Every line below that contains "Left" is to be copied.

══ SOURCE RECORDS ══

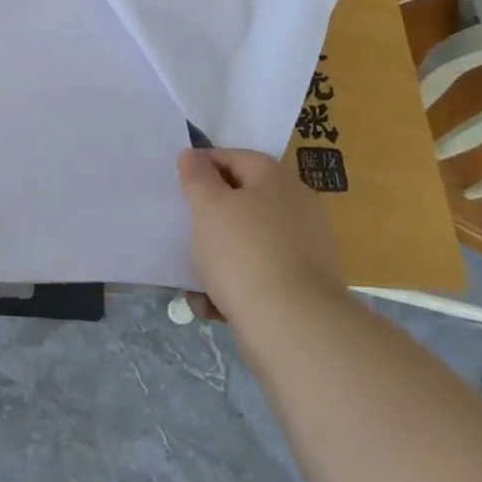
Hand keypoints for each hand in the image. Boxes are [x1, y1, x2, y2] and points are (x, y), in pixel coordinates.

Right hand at [177, 149, 345, 328]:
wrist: (292, 326)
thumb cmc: (243, 251)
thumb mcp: (208, 206)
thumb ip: (197, 177)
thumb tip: (193, 155)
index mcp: (278, 181)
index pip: (236, 157)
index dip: (204, 164)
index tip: (178, 182)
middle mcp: (297, 209)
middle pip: (243, 201)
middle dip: (209, 216)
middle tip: (183, 227)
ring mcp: (304, 250)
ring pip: (247, 242)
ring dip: (216, 256)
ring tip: (191, 277)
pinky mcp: (301, 287)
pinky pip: (258, 275)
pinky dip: (233, 285)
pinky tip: (211, 304)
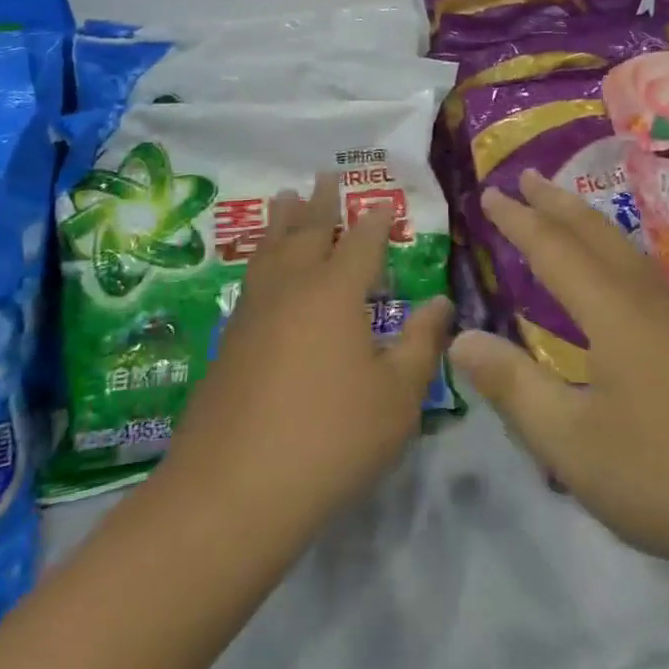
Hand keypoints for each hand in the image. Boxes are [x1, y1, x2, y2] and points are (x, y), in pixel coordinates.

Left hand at [163, 175, 451, 545]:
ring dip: (281, 222)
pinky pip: (251, 280)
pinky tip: (262, 271)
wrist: (230, 495)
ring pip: (269, 251)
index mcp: (335, 293)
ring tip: (284, 198)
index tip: (382, 199)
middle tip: (323, 174)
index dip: (375, 220)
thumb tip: (440, 302)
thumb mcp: (397, 397)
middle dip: (320, 203)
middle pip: (307, 233)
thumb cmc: (329, 439)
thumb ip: (421, 343)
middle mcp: (291, 290)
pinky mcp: (228, 345)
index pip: (361, 242)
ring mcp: (253, 315)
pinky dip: (261, 258)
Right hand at [450, 170, 668, 584]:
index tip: (491, 193)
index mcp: (610, 309)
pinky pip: (646, 275)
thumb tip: (460, 338)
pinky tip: (621, 282)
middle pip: (595, 232)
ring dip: (588, 224)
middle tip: (526, 177)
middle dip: (556, 203)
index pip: (552, 248)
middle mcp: (647, 297)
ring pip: (626, 251)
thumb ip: (513, 387)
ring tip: (566, 214)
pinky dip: (615, 255)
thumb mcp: (571, 442)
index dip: (518, 219)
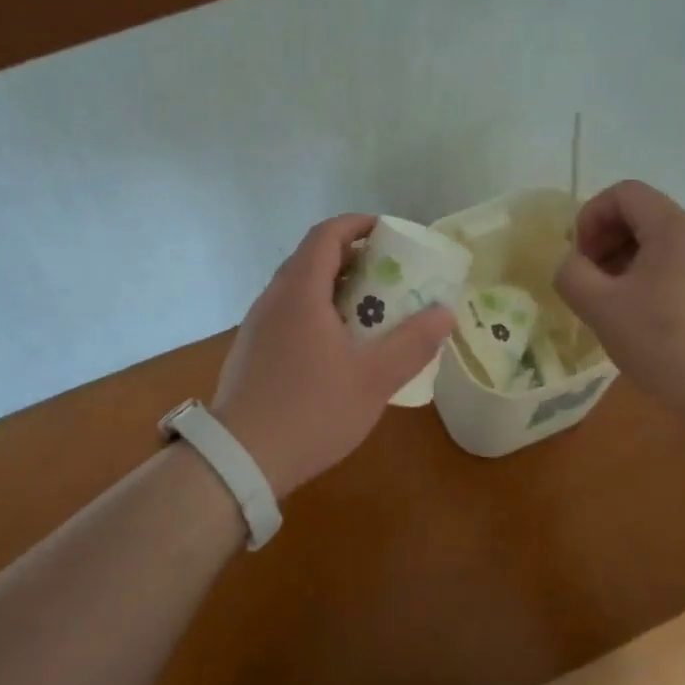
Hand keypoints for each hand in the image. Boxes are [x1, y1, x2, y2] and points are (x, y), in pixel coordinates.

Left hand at [212, 215, 452, 498]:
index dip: (357, 225)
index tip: (388, 232)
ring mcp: (257, 325)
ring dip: (333, 288)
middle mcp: (273, 298)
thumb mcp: (374, 378)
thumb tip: (444, 313)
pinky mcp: (250, 351)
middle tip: (387, 276)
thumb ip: (412, 343)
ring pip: (298, 288)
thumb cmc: (311, 409)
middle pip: (312, 258)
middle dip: (352, 258)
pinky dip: (315, 312)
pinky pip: (288, 314)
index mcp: (300, 291)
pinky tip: (336, 347)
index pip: (326, 235)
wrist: (240, 459)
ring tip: (368, 312)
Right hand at [554, 180, 684, 418]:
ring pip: (657, 245)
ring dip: (622, 264)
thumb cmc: (665, 342)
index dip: (591, 216)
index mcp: (673, 229)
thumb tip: (572, 264)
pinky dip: (647, 282)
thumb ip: (572, 274)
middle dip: (604, 241)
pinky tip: (639, 321)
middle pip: (640, 216)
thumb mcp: (600, 307)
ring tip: (610, 304)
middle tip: (588, 280)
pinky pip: (675, 269)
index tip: (580, 257)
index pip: (624, 193)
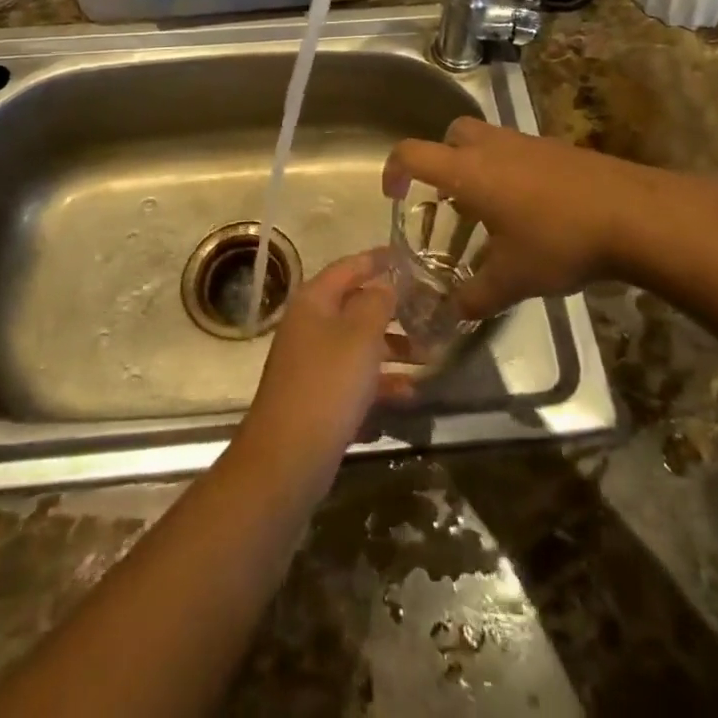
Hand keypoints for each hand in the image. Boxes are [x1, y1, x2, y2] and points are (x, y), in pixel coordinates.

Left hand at [239, 251, 414, 473]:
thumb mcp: (360, 335)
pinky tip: (409, 396)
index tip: (408, 257)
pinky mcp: (318, 399)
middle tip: (430, 314)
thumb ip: (377, 302)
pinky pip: (355, 381)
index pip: (349, 267)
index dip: (378, 260)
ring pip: (359, 346)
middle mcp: (310, 326)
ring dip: (393, 350)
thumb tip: (385, 284)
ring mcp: (312, 364)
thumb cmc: (327, 384)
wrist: (286, 460)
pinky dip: (380, 384)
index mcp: (315, 302)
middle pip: (356, 307)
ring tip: (430, 359)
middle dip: (394, 312)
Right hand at [382, 118, 671, 319]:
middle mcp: (492, 147)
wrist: (631, 213)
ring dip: (478, 168)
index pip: (413, 153)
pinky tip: (529, 212)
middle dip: (441, 161)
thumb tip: (451, 313)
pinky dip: (509, 172)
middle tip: (448, 200)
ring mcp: (527, 143)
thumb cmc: (558, 241)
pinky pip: (517, 152)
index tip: (395, 196)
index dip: (394, 169)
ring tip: (489, 212)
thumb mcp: (511, 279)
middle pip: (451, 135)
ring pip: (487, 141)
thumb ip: (474, 297)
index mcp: (468, 171)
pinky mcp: (556, 149)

═══

OUTPUT FOR THIS EXERCISE ▸
Left hand at [163, 175, 451, 545]:
Left hand at [212, 215, 452, 498]:
Left hand at [239, 251, 414, 473]:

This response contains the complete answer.